## EXERCISE
I would like the records restated word for word, without the pictures.

## DATA
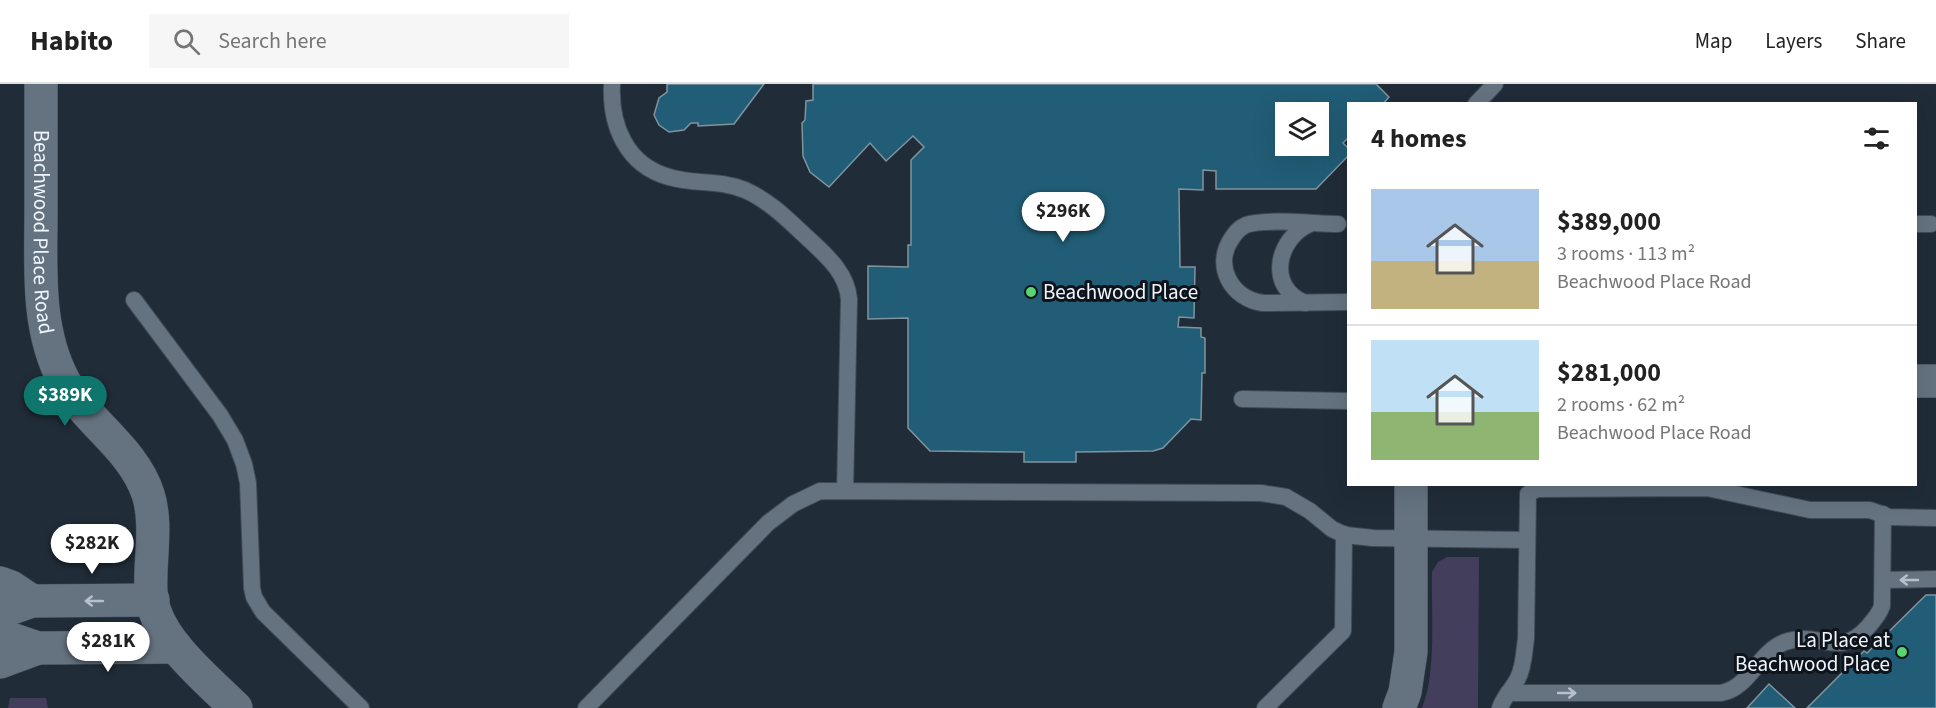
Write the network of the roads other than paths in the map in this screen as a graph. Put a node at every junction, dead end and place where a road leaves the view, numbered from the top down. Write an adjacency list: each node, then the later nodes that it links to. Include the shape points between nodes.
1 (41, 84): 24 (street, Beachwood Place Road, via 44,321 63,380 84,410 135,466 148,495)
2 (612, 84): 15 (lane, via 614,118 627,149 640,162 668,177 729,185 760,198 826,256 846,280 849,299)
3 (1495, 84): 4 (lane)
4 (1478, 102)
5 (1345, 220): 6 (lane)
6 (1310, 224): 9 (lane, via 1288,241 1281,268 1284,286); 9 (lane, via 1246,225 1232,238 1224,258 1230,283 1245,298 1263,303)
7 (135, 300): 33 (lane, via 235,441 246,473 252,588 258,604)
8 (1347, 302): 9 (lane)
9 (1305, 303)
10 (1917, 381): 11 (street)
11 (1936, 381)
12 (1242, 399): 13 (lane)
13 (1347, 401)
14 (1411, 486): 19 (street)
15 (845, 491): 18 (lane, via 1274,494 1298,503); 34 (lane, via 820,491 781,512)
16 (1883, 514): 17 (lane); 20 (lane, via 1870,510 1810,510 1707,488 1536,489 1527,494); 22 (lane)
17 (1936, 518)
18 (1344, 534): 19 (lane); 35 (lane, via 1343,631)
19 (1410, 539): 20 (lane); 36 (street, via 1411,652 1406,692)
20 (1527, 540): 31 (lane, via 1524,650 1519,677)
21 (1936, 579): 22 (lane, one-way to 22)
22 (1883, 580): 31 (lane, one-way to 22, via 1727,692 1737,687 1770,651 1788,641 1854,641 1881,611)
23 (0, 583): 25 (street)
24 (153, 600): 25 (street, one-way to 25); 28 (street, Beachwood Place Road, via 156,614)
25 (32, 601): 26 (street)
26 (0, 614)
27 (0, 635): 29 (street)
28 (176, 646): 29 (street); 32 (street, Beachwood Place Road)
29 (38, 648): 30 (street)
30 (0, 662)
31 (1504, 701)
32 (236, 708)
33 (361, 708)
34 (586, 708)
35 (1265, 708)
36 (1399, 708)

## TASK RESULT
Write the network of the roads other than paths in the map in this screen as a graph. Put a node at every junction, dead end and place where a road leaves the view, numbered from the top down. Write an adjacency list: each node, then the later nodes that it links to. Include the shape points between nodes.
1 (41, 84): 24 (street, Beachwood Place Road, via 44,321 63,380 84,410 135,466 148,495)
2 (612, 84): 15 (lane, via 614,118 627,149 640,162 668,177 729,185 760,198 826,256 846,280 849,299)
3 (1495, 84): 4 (lane)
4 (1478, 102)
5 (1345, 220): 6 (lane)
6 (1310, 224): 9 (lane, via 1288,241 1281,268 1284,286); 9 (lane, via 1246,225 1232,238 1224,258 1230,283 1245,298 1263,303)
7 (135, 300): 33 (lane, via 235,441 246,473 252,588 258,604)
8 (1347, 302): 9 (lane)
9 (1305, 303)
10 (1917, 381): 11 (street)
11 (1936, 381)
12 (1242, 399): 13 (lane)
13 (1347, 401)
14 (1411, 486): 19 (street)
15 (845, 491): 18 (lane, via 1274,494 1298,503); 34 (lane, via 820,491 781,512)
16 (1883, 514): 17 (lane); 20 (lane, via 1870,510 1810,510 1707,488 1536,489 1527,494); 22 (lane)
17 (1936, 518)
18 (1344, 534): 19 (lane); 35 (lane, via 1343,631)
19 (1410, 539): 20 (lane); 36 (street, via 1411,652 1406,692)
20 (1527, 540): 31 (lane, via 1524,650 1519,677)
21 (1936, 579): 22 (lane, one-way to 22)
22 (1883, 580): 31 (lane, one-way to 22, via 1727,692 1737,687 1770,651 1788,641 1854,641 1881,611)
23 (0, 583): 25 (street)
24 (153, 600): 25 (street, one-way to 25); 28 (street, Beachwood Place Road, via 156,614)
25 (32, 601): 26 (street)
26 (0, 614)
27 (0, 635): 29 (street)
28 (176, 646): 29 (street); 32 (street, Beachwood Place Road)
29 (38, 648): 30 (street)
30 (0, 662)
31 (1504, 701)
32 (236, 708)
33 (361, 708)
34 (586, 708)
35 (1265, 708)
36 (1399, 708)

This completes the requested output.